_Task statement_
All the entries that follow are to be returned exactly.

[[ Study material, beginning ]]

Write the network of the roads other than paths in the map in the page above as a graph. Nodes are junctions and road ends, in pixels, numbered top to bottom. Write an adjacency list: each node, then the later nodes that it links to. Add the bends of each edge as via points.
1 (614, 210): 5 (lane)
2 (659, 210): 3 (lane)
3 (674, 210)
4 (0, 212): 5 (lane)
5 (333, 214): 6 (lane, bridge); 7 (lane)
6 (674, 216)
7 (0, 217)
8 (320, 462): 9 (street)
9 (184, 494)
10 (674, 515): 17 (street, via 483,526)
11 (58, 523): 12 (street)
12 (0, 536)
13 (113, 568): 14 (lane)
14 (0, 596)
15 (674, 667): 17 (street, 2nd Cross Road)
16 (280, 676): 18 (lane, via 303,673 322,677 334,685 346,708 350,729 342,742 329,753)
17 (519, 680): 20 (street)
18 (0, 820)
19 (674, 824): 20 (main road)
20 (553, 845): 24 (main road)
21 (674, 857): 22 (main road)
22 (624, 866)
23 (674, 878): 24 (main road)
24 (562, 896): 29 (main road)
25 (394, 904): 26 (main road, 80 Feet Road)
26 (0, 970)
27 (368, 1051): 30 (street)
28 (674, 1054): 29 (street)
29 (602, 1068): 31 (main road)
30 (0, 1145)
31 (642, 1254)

[[ Study material, end ]]

_Task response_
Write the network of the roads other than paths in the map in the page above as a graph. Nodes are junctions and road ends, in pixels, numbered top to bottom. Write an adjacency list: each node, then the later nodes that it links to. Add the bends of each edge as via points.
1 (614, 210): 5 (lane)
2 (659, 210): 3 (lane)
3 (674, 210)
4 (0, 212): 5 (lane)
5 (333, 214): 6 (lane, bridge); 7 (lane)
6 (674, 216)
7 (0, 217)
8 (320, 462): 9 (street)
9 (184, 494)
10 (674, 515): 17 (street, via 483,526)
11 (58, 523): 12 (street)
12 (0, 536)
13 (113, 568): 14 (lane)
14 (0, 596)
15 (674, 667): 17 (street, 2nd Cross Road)
16 (280, 676): 18 (lane, via 303,673 322,677 334,685 346,708 350,729 342,742 329,753)
17 (519, 680): 20 (street)
18 (0, 820)
19 (674, 824): 20 (main road)
20 (553, 845): 24 (main road)
21 (674, 857): 22 (main road)
22 (624, 866)
23 (674, 878): 24 (main road)
24 (562, 896): 29 (main road)
25 (394, 904): 26 (main road, 80 Feet Road)
26 (0, 970)
27 (368, 1051): 30 (street)
28 (674, 1054): 29 (street)
29 (602, 1068): 31 (main road)
30 (0, 1145)
31 (642, 1254)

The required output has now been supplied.